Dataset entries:
....

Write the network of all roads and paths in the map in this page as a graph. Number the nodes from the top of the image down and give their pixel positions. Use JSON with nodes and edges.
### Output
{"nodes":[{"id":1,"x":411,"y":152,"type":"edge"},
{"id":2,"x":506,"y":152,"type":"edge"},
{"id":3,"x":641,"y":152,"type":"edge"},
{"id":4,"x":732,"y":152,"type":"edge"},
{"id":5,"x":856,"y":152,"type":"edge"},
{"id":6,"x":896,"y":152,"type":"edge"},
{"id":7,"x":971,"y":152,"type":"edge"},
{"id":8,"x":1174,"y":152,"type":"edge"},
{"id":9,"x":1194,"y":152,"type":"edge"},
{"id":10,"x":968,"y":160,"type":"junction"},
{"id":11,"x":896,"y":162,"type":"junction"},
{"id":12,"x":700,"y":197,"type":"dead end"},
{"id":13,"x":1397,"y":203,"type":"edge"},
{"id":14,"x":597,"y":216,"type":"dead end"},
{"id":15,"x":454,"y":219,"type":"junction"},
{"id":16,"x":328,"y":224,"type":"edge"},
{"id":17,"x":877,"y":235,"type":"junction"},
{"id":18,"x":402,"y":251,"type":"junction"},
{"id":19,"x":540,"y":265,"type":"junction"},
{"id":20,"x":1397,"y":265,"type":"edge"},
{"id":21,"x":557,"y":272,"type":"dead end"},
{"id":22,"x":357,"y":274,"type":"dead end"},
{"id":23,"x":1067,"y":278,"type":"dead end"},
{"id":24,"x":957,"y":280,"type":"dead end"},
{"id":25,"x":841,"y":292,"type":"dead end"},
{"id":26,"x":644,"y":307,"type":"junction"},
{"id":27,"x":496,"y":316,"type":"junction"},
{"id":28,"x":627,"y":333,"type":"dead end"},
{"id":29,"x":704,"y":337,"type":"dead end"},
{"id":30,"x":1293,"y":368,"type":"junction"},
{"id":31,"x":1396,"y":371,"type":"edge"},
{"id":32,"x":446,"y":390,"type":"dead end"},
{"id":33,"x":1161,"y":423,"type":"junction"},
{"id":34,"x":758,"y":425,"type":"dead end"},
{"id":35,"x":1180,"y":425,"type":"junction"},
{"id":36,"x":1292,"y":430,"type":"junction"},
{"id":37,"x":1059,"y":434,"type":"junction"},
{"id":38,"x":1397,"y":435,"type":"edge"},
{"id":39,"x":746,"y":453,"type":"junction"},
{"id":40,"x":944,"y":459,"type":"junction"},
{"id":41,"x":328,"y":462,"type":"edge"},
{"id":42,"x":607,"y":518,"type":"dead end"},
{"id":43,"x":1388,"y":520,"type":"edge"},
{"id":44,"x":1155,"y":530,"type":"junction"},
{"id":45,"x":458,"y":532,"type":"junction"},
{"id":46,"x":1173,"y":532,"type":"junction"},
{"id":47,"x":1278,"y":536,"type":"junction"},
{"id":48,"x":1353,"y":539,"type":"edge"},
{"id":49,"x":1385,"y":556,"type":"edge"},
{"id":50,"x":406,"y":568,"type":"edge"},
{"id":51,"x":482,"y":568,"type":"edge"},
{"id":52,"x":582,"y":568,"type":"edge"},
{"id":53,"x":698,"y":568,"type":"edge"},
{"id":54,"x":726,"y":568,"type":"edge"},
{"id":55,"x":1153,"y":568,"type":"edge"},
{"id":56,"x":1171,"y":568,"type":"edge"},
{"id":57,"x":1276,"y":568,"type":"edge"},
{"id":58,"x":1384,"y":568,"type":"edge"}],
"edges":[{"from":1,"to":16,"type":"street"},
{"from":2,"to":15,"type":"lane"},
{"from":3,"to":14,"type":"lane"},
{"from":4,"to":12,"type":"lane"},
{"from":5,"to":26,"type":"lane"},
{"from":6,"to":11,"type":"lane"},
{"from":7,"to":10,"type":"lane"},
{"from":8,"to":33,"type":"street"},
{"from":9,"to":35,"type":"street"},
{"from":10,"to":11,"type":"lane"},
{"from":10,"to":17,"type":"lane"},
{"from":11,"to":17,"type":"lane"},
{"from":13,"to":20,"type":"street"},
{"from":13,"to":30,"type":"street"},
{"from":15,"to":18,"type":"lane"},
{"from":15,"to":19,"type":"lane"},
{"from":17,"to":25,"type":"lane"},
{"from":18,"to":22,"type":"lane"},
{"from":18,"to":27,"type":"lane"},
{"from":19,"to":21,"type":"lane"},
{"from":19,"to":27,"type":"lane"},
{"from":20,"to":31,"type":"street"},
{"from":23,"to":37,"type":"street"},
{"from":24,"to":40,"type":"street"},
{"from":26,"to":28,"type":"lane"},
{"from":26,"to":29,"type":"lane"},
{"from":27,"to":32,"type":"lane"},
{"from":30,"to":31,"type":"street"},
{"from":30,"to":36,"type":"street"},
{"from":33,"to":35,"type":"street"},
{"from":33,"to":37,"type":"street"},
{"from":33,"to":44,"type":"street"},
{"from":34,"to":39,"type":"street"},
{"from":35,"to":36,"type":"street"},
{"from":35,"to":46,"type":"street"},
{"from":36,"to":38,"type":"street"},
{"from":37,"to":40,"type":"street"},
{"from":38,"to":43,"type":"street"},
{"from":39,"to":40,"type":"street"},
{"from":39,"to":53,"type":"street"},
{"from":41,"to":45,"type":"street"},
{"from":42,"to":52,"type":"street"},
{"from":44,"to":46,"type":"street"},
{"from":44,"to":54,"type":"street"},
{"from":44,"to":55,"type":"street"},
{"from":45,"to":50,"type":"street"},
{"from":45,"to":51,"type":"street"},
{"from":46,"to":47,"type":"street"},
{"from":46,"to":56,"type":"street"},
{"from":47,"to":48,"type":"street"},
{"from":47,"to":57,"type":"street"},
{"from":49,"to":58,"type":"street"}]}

....

ABOUT THIS TASK: From the entries above, copy every line that holds the word "nodes".

WRITTEN REPLY:
Write the network of all roads and paths in the map in this page as a graph. Number the nodes from the top of the image down and give their pixel positions. Use JSON with nodes and edges.
{"nodes":[{"id":1,"x":411,"y":152,"type":"edge"},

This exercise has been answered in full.